In realtà si trattava del femminismo di terza generazione o anche post-femminismo, sviluppatosi nelle università americane a partire dagli anni ’90. Un femminismo che aveva superato se stesso e le sue psicanalitiche contraddizioni. Senza risolverle, anzi aggravandole. Secondo Freud, infatti, la donna è erede di un inconscio desiderio verso il maschio e il pene del maschio. Mentre il bambino interiorizzerebbe la paura di essere evirato, la bambina interiorizzerebbe il desiderio di ciò che non ha. Il desiderio di ciò che mai avrà, che sempre le mancherà. Avere il pene: avere/essere ciò che non ha/è. È probabile che la psicanalisi freudiana interpreti alla luce di ciò quel paradossale processo sociologico che ha determinato – nel femminismo – una mascolinizzazione della donna. La parità giuridica e la tutela della donna, specialmente contro la violenza – rivendicazioni evidentemente e assolutamente legittime e giustissime – cedevano, però, ad un voler essere come il maschio: a identificarsi proprio con colui che era accusato di essere il carnefice, a svolgere il suo ruolo sociale, a gareggiare nei suoi sport, a indossare i suoi capi di abbigliamento. Il post-femminismo degli anni Novanta superava questa fase, negando entrambi: sia l’uomo sia la donna. Se il femminismo degli anni Settanta rivendicava l’uguaglianza tra maschio e femmina, almeno formalmente il rispetto e la libertà della donna in quanto donna, il nuovo femminismo di fine secolo teorizza che l’essere umano non è né uno né due, ma è molteplice, frammentato in se stesso, no-made, transitante. Non c’è perciò la donna, né gli uomini come unità riconoscibile. Non esiste neppure qualcosa come un soggetto, unitario e coerente, dotato di ragione e coscienza; ciò che troviamo è invece il succedersi di un flusso di opzioni identitarie, provvisorie e slegate. È l’era del post-gender, del transgender e del queer, del post-umano e del cyborg, fino alla «disumanizzazione volontaria dell’uomo» (L. Kass).

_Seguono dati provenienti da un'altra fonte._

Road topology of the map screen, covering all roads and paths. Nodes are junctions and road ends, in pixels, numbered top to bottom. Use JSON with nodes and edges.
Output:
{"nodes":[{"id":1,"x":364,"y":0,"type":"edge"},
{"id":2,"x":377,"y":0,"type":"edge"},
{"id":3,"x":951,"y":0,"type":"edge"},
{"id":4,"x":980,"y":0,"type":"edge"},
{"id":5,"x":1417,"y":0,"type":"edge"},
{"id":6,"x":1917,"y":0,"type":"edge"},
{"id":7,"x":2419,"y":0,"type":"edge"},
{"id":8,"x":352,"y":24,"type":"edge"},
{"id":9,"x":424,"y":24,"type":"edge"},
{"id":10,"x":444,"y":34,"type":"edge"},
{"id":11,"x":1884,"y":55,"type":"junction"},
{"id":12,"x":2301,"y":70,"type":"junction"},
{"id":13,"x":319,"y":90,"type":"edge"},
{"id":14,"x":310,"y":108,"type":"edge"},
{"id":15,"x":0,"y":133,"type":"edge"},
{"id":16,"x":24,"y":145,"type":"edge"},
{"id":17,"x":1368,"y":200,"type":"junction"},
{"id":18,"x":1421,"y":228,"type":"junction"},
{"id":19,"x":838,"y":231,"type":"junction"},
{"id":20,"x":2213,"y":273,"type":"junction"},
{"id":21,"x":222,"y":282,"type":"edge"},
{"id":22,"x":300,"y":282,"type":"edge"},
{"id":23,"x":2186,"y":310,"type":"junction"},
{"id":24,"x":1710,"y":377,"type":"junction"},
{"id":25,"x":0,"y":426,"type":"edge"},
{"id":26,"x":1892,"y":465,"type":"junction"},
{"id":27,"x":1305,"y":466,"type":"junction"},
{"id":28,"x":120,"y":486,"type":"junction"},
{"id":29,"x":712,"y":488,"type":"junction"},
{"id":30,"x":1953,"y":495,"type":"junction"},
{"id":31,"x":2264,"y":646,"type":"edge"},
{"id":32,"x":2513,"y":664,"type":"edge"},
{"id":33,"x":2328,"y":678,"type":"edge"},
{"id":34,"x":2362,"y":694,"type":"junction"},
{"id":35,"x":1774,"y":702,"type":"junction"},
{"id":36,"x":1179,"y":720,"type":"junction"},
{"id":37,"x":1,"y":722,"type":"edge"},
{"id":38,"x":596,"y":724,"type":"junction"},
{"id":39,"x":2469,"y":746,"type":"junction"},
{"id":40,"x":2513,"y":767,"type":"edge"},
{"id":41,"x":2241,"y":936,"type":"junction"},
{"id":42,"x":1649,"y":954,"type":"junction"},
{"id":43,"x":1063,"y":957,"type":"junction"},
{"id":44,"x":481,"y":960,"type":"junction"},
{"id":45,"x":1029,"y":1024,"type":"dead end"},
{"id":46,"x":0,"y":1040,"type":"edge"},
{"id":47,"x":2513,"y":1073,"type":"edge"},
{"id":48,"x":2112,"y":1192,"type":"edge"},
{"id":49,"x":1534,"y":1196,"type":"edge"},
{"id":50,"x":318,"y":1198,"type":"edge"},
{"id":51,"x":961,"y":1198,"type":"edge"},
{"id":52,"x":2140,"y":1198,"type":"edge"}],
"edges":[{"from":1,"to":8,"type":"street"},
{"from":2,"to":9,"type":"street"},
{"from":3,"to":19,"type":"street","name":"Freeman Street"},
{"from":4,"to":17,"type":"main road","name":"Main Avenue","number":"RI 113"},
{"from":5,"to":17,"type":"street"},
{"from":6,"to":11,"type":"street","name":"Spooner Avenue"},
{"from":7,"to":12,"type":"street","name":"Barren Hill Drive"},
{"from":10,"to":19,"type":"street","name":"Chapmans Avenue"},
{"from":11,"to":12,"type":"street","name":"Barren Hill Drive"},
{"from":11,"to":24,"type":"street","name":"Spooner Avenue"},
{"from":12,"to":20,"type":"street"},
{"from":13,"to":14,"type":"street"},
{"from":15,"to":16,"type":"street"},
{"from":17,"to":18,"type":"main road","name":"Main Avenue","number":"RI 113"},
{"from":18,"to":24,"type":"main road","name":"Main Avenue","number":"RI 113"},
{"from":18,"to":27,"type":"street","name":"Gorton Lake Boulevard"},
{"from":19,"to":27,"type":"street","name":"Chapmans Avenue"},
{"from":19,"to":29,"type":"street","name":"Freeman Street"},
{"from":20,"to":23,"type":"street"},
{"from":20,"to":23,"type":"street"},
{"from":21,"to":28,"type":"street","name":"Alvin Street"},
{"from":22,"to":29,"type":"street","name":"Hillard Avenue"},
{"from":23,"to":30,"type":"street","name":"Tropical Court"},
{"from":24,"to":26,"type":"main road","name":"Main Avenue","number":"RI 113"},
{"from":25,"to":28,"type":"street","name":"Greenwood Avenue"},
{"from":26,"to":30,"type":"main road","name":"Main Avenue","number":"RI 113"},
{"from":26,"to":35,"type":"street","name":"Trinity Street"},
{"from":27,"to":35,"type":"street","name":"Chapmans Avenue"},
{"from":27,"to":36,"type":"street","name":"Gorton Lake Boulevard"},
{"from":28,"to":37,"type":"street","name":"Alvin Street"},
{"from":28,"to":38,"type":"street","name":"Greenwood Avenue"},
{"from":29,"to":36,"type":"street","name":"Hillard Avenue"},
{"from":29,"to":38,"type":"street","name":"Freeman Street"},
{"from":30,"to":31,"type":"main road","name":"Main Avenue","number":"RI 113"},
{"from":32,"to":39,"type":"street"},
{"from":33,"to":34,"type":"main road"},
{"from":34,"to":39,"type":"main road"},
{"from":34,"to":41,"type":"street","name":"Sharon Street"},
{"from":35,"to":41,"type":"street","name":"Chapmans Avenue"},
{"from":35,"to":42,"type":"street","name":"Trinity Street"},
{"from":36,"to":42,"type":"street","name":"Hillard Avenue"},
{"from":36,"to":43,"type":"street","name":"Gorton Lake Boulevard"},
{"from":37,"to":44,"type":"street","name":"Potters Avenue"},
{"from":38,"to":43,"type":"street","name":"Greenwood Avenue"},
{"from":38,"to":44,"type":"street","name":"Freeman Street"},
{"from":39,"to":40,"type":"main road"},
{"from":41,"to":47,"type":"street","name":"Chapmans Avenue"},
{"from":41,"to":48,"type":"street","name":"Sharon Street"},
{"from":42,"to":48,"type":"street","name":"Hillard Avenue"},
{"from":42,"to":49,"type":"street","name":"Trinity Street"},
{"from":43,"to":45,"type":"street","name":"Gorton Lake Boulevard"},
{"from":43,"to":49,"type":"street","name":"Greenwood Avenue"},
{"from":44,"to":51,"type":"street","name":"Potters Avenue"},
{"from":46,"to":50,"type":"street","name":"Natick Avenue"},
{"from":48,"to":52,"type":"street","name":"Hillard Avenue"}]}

Le basi naturali della maternità, paternità, famigliarità e parentela diventano decidibili. Il principio di autonomia si associa a quello di uguaglianza, nel configurare una neutralità dello Stato che rende possibile la considerazione della famiglia come sovrastruttura convenzionale, da cui è importante emanciparsi. Di questa visione si fanno portavoce le organizzazioni delle Nazioni Unite o dell’Unione Europea, attraverso strategie di carattere culturale o economico. Si pensi al fatto che il documento finale della Conferenza di Pechino dedicata alla donna, di ben duecento pagine, riesce ad evitare l’uso della parola “madre”: una strumentalizzazione del linguaggio che è manipolazione della cultura.